Emerging economies affect global financial changes, warns IMF
“Over the past two decades, the share of emerging market economies in global output, trade, and the financial system has risen substantially. Emerging market economies have contributed more than half of global growth over the past 15 years, and their share in global GDP has risen to 38 percent,” said the IMF in its Global Financial Stability Report.
According to the report, changes in emerging market asset prices explain over a third of the rise and fall in global equity prices and exchange rates.
The IMF research showed that among large emerging market economies, China’s growth has the most significant and rising impact on global equity prices.

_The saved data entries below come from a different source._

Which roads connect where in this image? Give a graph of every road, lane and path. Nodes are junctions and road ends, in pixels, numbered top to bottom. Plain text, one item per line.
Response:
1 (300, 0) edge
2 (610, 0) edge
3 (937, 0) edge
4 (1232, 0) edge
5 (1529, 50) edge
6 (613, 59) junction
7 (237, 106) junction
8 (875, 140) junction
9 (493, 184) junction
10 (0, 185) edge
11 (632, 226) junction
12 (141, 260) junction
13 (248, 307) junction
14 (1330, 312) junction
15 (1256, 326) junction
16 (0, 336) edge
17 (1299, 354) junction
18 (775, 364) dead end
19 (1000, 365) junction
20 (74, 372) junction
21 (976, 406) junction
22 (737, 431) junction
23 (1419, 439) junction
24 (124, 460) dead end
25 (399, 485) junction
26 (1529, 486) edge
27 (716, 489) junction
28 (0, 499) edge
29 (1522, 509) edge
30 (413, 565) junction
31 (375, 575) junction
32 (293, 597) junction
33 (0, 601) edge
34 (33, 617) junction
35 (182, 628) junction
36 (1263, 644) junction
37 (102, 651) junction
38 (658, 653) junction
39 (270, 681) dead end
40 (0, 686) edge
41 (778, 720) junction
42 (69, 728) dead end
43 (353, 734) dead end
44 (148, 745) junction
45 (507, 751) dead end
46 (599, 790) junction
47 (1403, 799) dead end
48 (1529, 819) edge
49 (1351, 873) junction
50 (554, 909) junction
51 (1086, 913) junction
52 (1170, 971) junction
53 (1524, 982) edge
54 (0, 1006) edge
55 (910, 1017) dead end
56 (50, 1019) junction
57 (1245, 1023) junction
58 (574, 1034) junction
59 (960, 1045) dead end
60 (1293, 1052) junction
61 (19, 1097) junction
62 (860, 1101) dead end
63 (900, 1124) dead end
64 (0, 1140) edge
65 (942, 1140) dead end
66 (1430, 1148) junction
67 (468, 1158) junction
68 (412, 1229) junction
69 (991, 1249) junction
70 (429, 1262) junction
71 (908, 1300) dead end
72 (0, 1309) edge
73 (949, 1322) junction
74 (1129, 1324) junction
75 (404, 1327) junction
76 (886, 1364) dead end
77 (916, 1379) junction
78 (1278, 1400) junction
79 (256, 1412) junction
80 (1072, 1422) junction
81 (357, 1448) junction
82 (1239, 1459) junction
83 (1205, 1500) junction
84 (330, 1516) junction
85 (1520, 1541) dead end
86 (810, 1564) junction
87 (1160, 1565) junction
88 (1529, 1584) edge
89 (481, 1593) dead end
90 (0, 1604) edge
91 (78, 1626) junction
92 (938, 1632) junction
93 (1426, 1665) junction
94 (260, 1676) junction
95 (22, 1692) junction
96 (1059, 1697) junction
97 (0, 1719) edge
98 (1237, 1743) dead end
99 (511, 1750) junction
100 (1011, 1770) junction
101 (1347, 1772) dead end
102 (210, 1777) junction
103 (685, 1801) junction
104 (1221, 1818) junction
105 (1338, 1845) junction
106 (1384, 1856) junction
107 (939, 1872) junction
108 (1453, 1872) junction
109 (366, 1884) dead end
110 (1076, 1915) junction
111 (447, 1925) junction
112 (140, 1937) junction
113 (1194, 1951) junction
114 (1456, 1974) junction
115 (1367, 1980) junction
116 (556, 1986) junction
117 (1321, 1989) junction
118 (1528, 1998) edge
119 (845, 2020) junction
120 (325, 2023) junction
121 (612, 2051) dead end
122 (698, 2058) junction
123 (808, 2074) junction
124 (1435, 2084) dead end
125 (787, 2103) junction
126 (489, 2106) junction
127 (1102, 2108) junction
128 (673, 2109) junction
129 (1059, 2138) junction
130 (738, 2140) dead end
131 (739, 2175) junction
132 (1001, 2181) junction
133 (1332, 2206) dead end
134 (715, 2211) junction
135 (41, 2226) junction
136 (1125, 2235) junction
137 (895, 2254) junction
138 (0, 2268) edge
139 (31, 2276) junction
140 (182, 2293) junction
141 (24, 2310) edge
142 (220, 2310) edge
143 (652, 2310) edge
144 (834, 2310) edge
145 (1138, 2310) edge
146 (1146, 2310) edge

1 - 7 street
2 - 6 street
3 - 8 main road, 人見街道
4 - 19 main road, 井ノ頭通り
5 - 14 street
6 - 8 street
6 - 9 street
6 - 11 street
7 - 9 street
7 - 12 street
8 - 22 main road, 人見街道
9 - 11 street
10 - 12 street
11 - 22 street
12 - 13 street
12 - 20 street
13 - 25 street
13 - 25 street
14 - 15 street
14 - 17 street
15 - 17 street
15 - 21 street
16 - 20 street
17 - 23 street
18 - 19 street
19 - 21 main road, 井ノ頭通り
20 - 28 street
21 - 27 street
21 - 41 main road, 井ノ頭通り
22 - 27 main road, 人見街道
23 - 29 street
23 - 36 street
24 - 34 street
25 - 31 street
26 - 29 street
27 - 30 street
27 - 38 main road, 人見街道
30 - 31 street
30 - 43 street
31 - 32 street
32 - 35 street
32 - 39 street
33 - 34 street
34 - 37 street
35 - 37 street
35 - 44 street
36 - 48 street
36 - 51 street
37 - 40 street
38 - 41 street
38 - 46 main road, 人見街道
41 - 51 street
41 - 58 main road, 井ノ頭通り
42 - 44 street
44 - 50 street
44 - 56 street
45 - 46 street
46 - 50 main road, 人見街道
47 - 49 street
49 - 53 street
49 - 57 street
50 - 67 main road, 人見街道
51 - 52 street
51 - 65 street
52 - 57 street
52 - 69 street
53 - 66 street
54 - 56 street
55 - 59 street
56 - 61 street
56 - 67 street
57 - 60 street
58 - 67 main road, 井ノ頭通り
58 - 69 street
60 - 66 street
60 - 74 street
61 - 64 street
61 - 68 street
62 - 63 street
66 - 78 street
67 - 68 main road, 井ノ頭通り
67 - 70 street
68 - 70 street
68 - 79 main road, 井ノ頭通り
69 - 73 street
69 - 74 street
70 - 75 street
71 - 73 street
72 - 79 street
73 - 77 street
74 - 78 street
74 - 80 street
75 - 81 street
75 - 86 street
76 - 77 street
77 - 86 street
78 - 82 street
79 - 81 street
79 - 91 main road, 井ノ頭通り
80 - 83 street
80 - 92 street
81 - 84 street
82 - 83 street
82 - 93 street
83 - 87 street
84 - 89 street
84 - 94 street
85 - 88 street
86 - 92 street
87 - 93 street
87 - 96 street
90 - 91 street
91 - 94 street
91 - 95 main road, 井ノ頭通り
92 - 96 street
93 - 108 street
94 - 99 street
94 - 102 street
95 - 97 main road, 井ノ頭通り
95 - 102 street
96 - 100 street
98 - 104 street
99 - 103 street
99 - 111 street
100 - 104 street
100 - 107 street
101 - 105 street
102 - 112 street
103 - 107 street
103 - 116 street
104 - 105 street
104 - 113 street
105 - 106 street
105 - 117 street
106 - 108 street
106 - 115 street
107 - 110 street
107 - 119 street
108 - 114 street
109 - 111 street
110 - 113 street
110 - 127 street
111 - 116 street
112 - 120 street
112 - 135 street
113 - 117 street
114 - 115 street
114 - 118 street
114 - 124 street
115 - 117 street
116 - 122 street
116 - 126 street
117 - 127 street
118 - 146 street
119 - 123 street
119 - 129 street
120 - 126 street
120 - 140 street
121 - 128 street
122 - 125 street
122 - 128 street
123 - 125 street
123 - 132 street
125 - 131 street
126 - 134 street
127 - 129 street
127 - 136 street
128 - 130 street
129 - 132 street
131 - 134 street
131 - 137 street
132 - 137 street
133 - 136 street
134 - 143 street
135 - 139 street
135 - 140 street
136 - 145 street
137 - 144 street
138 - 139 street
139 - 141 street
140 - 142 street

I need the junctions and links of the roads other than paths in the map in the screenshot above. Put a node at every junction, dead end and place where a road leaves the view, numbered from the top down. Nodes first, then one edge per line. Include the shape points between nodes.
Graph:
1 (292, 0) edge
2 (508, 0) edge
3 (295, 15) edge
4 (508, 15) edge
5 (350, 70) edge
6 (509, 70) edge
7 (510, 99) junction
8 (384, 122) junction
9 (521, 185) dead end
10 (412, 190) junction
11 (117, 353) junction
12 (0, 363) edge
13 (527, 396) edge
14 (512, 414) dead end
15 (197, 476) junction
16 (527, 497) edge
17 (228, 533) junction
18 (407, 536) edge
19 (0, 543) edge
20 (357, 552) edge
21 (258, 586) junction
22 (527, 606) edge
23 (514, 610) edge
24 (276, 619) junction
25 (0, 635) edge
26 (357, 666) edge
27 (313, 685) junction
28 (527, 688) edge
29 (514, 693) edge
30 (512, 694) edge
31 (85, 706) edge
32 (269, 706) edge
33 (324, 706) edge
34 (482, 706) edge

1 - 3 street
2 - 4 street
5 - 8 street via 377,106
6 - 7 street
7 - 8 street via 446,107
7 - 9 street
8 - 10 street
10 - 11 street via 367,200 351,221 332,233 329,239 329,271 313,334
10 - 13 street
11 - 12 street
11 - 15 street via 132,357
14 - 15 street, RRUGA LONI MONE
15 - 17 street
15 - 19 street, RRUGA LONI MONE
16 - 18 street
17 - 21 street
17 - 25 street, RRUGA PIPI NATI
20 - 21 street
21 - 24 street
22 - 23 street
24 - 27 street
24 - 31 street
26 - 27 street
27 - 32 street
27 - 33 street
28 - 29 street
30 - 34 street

“Purely financial spillovers from China are still very small, but likely to grow considerably as China gradually continues to integrate into the global financial system,” said Gaston Gelos, head of the Global Financial Stability Analysis Division at the IMF.
Policymakers should act to safeguard financial stability in the wake of all the changes, the IMF warned.
“The evidence underscores the need for policymakers to take into account economic and policy developments in emerging market economies when assessing their own countries’ prospects.”
The global outlook weakened over the last six months, made worse by China’s slowdown, lower commodity prices and the prospect of financial tightening for many countries, according to IMF head Christine Lagarde.
“Emerging markets have largely driven the recovery and the expectation was that the advanced economies would pick up the growth baton. That has not happened,” she said in a lecture at the Goethe University in Frankfurt, Germany.
Lagarde added that there had been a loss of growth momentum, but if policymakers “can confront the challenges and act together, the positive effects on global confidence, and the global economy, will be substantial.”